__Problem details__
Give the data again exactly as written, without any of its pictures.

__Task input__
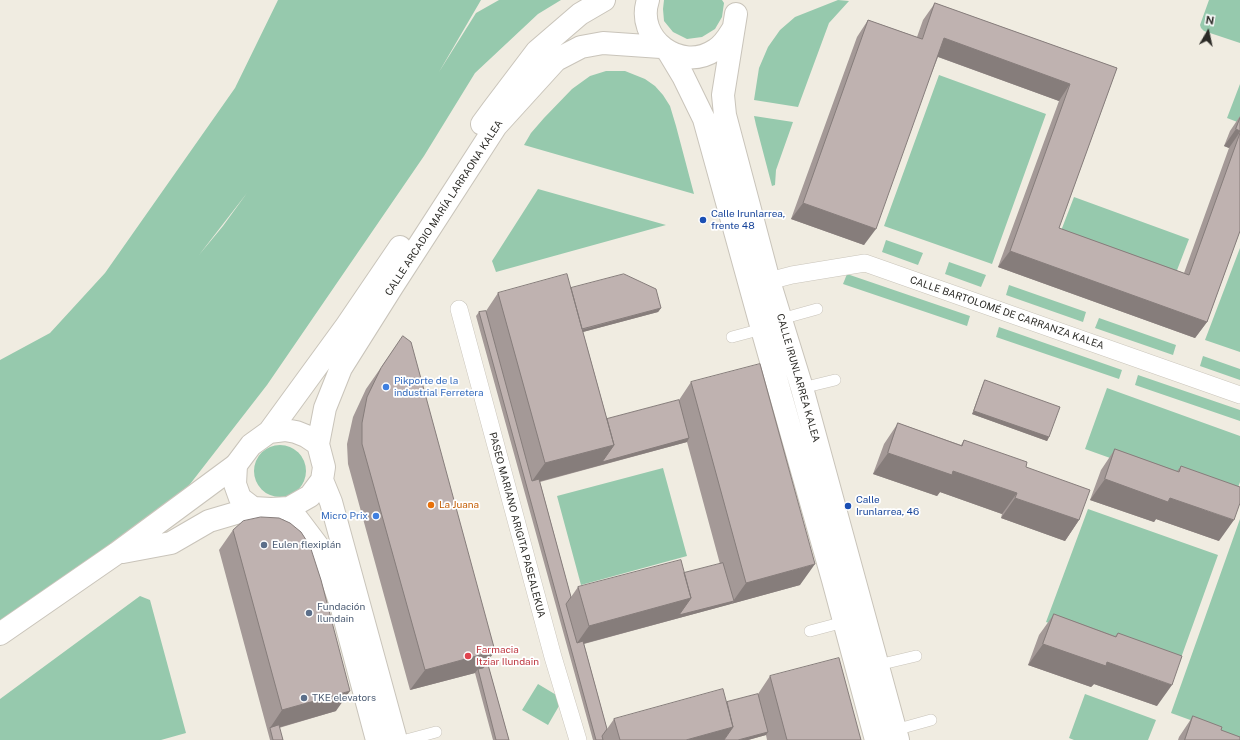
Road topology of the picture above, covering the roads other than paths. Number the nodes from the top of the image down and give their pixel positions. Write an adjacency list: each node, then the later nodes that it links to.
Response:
1 (604, 0): 14 (street, CALLE ARCADIO MARÍA LARRAONA KALEA)
2 (648, 0): 4 (street)
3 (735, 7): 4 (street, CALLE ARCADIO MARÍA LARRAONA KALEA); 5 (street, CALLE IRUNLARREA KALEA)
4 (664, 49): 9 (street); 15 (street, CALLE ARCADIO MARÍA LARRAONA KALEA)
5 (770, 281): 8 (street, CALLE IRUNLARREA KALEA); 13 (street, CALLE BARTOLOMÉ DE CARRANZA KALEA)
6 (459, 309): 32 (street, PASEO MARIANO ARIGITA PASEALEKUA)
7 (817, 309): 8 (lane)
8 (781, 319): 12 (street, CALLE IRUNLARREA KALEA)
9 (762, 329): 10 (lane); 21 (street)
10 (732, 337)
11 (835, 380): 12 (lane)
12 (802, 388): 25 (street, CALLE IRUNLARREA KALEA)
13 (1240, 395)
14 (269, 432): 15 (street); 16 (street)
15 (318, 444): 17 (street)
16 (236, 465): 18 (street); 20 (street)
17 (322, 480): 19 (street); 30 (street)
18 (253, 508): 19 (street); 20 (street)
19 (289, 508): 29 (street)
20 (118, 553): 23 (street)
21 (844, 622): 22 (lane); 33 (street)
22 (810, 631)
23 (0, 634)
24 (916, 656): 25 (lane)
25 (878, 665): 28 (street, CALLE IRUNLARREA KALEA)
26 (931, 720): 28 (lane)
27 (436, 732): 31 (lane)
28 (896, 735)
29 (377, 740)
30 (396, 740)
31 (406, 740)
32 (578, 740)
33 (876, 740)

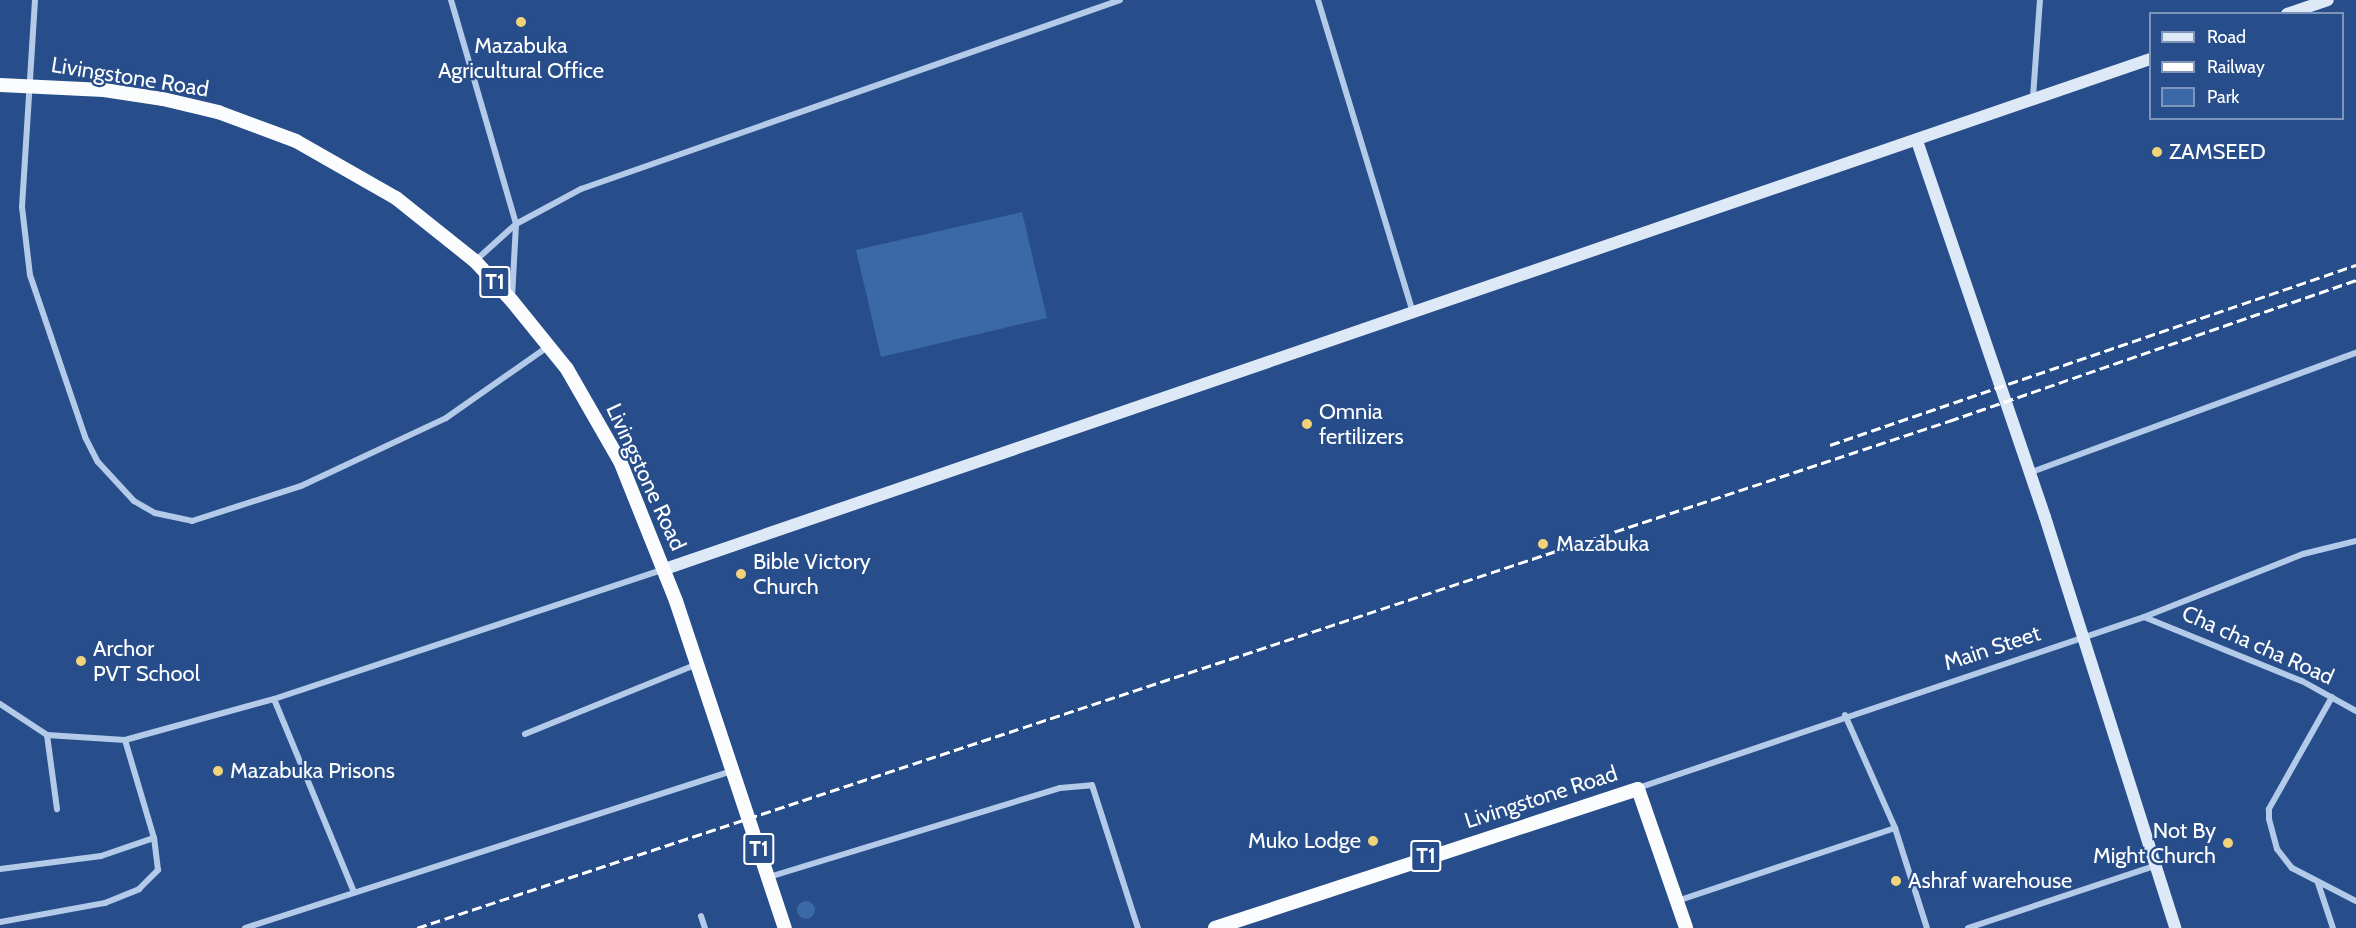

__Task response__
Road topology of the picture above, covering the roads other than paths. Number the nodes from the top of the image down and give their pixel positions. Write an adjacency list: each node, then the later nodes that it links to.
Response:
1 (604, 0): 14 (street, CALLE ARCADIO MARÍA LARRAONA KALEA)
2 (648, 0): 4 (street)
3 (735, 7): 4 (street, CALLE ARCADIO MARÍA LARRAONA KALEA); 5 (street, CALLE IRUNLARREA KALEA)
4 (664, 49): 9 (street); 15 (street, CALLE ARCADIO MARÍA LARRAONA KALEA)
5 (770, 281): 8 (street, CALLE IRUNLARREA KALEA); 13 (street, CALLE BARTOLOMÉ DE CARRANZA KALEA)
6 (459, 309): 32 (street, PASEO MARIANO ARIGITA PASEALEKUA)
7 (817, 309): 8 (lane)
8 (781, 319): 12 (street, CALLE IRUNLARREA KALEA)
9 (762, 329): 10 (lane); 21 (street)
10 (732, 337)
11 (835, 380): 12 (lane)
12 (802, 388): 25 (street, CALLE IRUNLARREA KALEA)
13 (1240, 395)
14 (269, 432): 15 (street); 16 (street)
15 (318, 444): 17 (street)
16 (236, 465): 18 (street); 20 (street)
17 (322, 480): 19 (street); 30 (street)
18 (253, 508): 19 (street); 20 (street)
19 (289, 508): 29 (street)
20 (118, 553): 23 (street)
21 (844, 622): 22 (lane); 33 (street)
22 (810, 631)
23 (0, 634)
24 (916, 656): 25 (lane)
25 (878, 665): 28 (street, CALLE IRUNLARREA KALEA)
26 (931, 720): 28 (lane)
27 (436, 732): 31 (lane)
28 (896, 735)
29 (377, 740)
30 (396, 740)
31 (406, 740)
32 (578, 740)
33 (876, 740)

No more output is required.